Releasing a lock means unlocking it. It's a basic operation on a Lock
object (the reverse of acquire
, which locks the Lock
). A lock is "held" in between an acquire
and a release
, and only one thread can hold a Lock
at a given time (other threads will either block in acquire
, or the operation will fail, perhaps after a timeout). You can use the context manager protocol to call acquire
and release
for you in simple cases:
with some_lock: # this acquires some_lock, blocking until it's available
do_stuff() # some_lock is held while this runs
# some_lock will be released automatically when the with block ends
Each Condition
object is associated with a Lock
, either a pre-existing one that you pass to its constructor, or one it creates internally for you (if you don't pass anything).

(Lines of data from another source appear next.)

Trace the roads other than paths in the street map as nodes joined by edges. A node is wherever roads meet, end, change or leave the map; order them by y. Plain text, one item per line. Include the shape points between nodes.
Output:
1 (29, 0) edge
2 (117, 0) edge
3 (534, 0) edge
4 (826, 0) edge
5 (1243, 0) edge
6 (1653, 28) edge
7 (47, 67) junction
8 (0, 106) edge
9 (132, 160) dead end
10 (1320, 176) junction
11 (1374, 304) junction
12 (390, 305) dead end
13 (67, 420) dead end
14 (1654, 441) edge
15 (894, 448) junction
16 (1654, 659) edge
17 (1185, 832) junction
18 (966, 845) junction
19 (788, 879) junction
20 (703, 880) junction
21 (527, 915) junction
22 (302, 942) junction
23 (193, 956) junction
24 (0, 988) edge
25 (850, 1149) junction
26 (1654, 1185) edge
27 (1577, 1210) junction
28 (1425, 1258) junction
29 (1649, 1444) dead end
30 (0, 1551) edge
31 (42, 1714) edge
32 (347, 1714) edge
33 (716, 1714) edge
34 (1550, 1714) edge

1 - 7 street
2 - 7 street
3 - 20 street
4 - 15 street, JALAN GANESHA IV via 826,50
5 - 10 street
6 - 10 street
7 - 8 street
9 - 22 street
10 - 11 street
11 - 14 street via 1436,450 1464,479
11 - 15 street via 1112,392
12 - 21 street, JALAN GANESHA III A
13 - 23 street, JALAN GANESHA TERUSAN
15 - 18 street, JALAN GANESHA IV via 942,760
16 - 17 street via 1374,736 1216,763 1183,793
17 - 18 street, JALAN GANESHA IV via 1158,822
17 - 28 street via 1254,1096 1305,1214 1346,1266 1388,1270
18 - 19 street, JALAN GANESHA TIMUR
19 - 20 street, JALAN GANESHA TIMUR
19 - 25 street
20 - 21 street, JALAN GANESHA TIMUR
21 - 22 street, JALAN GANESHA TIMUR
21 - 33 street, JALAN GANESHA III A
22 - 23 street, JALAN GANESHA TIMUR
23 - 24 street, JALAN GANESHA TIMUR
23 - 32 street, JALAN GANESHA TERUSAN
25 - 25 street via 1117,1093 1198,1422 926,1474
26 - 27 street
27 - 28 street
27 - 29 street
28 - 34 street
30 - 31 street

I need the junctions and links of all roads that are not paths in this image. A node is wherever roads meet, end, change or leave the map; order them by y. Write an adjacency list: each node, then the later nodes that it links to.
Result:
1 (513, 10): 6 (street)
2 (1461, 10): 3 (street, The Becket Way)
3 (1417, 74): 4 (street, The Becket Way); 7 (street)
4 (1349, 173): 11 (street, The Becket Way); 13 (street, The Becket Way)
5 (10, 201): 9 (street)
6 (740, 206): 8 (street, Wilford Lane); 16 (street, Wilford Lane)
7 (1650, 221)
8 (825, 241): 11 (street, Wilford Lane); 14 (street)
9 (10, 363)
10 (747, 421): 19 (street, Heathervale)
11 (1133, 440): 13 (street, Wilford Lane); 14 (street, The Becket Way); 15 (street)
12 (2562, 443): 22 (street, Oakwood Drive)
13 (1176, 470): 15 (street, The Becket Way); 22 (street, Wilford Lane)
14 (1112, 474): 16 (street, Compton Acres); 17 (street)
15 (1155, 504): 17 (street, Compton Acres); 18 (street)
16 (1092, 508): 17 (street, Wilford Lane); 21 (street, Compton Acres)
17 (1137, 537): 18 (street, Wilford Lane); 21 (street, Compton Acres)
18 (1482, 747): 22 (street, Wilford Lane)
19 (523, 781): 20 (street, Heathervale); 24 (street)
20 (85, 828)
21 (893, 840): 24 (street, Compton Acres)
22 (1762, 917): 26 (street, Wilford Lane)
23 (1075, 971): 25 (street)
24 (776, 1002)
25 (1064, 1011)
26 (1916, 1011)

The main Condition
operations (wait
and notify
, and their variants) require that you already hold the associated lock before you call them. You can do the lock operations directly on the Condition
object itself, since it proxies the Lock
's acquire
and release
methods (and the equivalent context manager methods).
The Condition
class is written in pure Python, so if you want to know how it works on a low level, there's probably no better source of information than the source code itself!
It might also be useful to see how a Condition
is used to synchronize multithreaded access to an object. A good example of that is the queue
module in the standard library, where each Queue
uses three Condition
s (not_full
, not_empty
and all_tasks_done
) to efficiently manage threads that are trying to access or modify its data.